A pandemia pode até parecer o epicentro da situação lamentável que o país se encontra, mas quem está regendo esta marcha fúnebre é o governo federal que desmantela políticas reparadoras, enfraquece estruturas públicas e celebra a morte, seja ela matada, seja ela morrida.
Antes da pandemia, havia 57 milhões de pessoas vivendo em insegurança alimentar, em abril de 2021 esse número cresce para 116,8 milhões de pessoas, sendo que 43,3 milhões não têm acesso aos alimentos em quantidade suficiente (insegurança alimentar moderada) e 19 milhões passam fome (insegurança alimentar grave), segundo pesquisa da Rede PENSSAN – Rede Brasileira de Pesquisa em Soberania e Segurança Alimentar e Nutricional.
Obesidade num quadro como esse? Sim, existe. Mas não como você pensa e muito menos como perversamente reduziu Bolsonaro. Há um avanço da obesidade apesar da fome, pois as pessoas estão comendo pior. Quem come, come pior. Alimentos processados, alimentos industrializados. Gordura e açúcar. Partes não nobres de carnes. Biscoitos e pães produzidos em larga escala. Comer bem ficou caro. Alimento saudável é uma commodities da elite.
Quando o pior do pior fica evidente, dá saudades de trocar seis por meia dúzia. É a sensação que se tem ao contemplar tanta mazela no país da pandemia, da fome, da seca e da crise energética.

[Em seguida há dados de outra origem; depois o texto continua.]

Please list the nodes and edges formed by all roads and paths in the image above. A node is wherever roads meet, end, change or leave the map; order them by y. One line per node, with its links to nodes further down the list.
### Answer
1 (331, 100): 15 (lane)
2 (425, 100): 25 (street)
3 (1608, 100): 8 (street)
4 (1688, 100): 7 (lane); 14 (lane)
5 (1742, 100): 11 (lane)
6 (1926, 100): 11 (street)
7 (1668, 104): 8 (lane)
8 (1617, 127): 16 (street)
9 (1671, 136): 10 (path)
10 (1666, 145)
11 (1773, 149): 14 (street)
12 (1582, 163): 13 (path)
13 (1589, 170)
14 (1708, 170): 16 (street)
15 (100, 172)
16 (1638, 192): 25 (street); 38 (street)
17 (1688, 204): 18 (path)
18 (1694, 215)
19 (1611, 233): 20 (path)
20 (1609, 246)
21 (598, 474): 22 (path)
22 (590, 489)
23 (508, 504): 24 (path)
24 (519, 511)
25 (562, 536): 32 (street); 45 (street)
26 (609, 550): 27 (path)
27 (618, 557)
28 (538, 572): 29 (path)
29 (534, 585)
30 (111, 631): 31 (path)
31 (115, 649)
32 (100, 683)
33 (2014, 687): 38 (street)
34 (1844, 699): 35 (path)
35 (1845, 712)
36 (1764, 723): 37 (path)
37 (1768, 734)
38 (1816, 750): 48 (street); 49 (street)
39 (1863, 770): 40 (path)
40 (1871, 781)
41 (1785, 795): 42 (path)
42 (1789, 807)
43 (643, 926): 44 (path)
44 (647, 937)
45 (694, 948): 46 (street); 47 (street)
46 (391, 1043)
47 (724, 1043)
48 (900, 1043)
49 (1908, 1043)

Para reagir ao apagão de políticas sociais, o Governo Federal resolveu extinguir o programa Bolsa Família, vigente há 18 anos, e substituí-lo pelo Auxílio Brasil, com a promessa de atualizar valores e ampliar beneficiários. Na prática, o recém emplacado programa terá vigência de pouco mais de um ano, encerrando em 2022, e pagando um reajuste médio de 17%
Mas se o novo programa vai ampliar o público e reajustar o valor, o que exatamente ele tem de mal? A questão vem antes: porque extinguir um programa consolidado com 18 anos e que é considerado modelo e copiado por diversos países? O Bolsa Família foi considerado um dos programas mais estratégicos e bem direcionados. A maioria dos recursos do programa, cerca de 94%, era destinado aos mais pobres, 40% da parcela mais necessitada da população. A questão é: em meio à pandemia, escassez de recursos, fome e empobrecimento, era tempo de relançar um programa com verniz de melhorias? Na prática, o que se vê é em meio ao caos, extinguir, sem discussão ou qualquer tipo de pesquisa e embasamento, o maior e mais bem-sucedido programa de transferência de renda do mundo. E no lugar, um prato requentado que esconde um pacote de maldades: exclusão de 22 milhões de beneficiários do auxílio emergencial, um reajuste inferior à inflação real e uma lógica de repasse de recursos ancorado em conceitos de meritocracia, como se a pobreza fosse resultado da falta de sucesso na jornada de cada indivíduo. O novo programa tem a cara do governo, trata o cidadão como um objeto patético do governo e intensifica a pobreza e a fome que era aplacada pelo Bolsa Família.
Mais do que lançar o Auxílio Brasil, o governo quis garantir o fim do Bolsa Família justamente quando o país volta à vitrine mundial da fome e em meio a uma acentuada crise econômica. O Auxílio Brasil é a marca da perversidade do governo dos brancos, ricos, que odeiam que “pobre coma camarão”.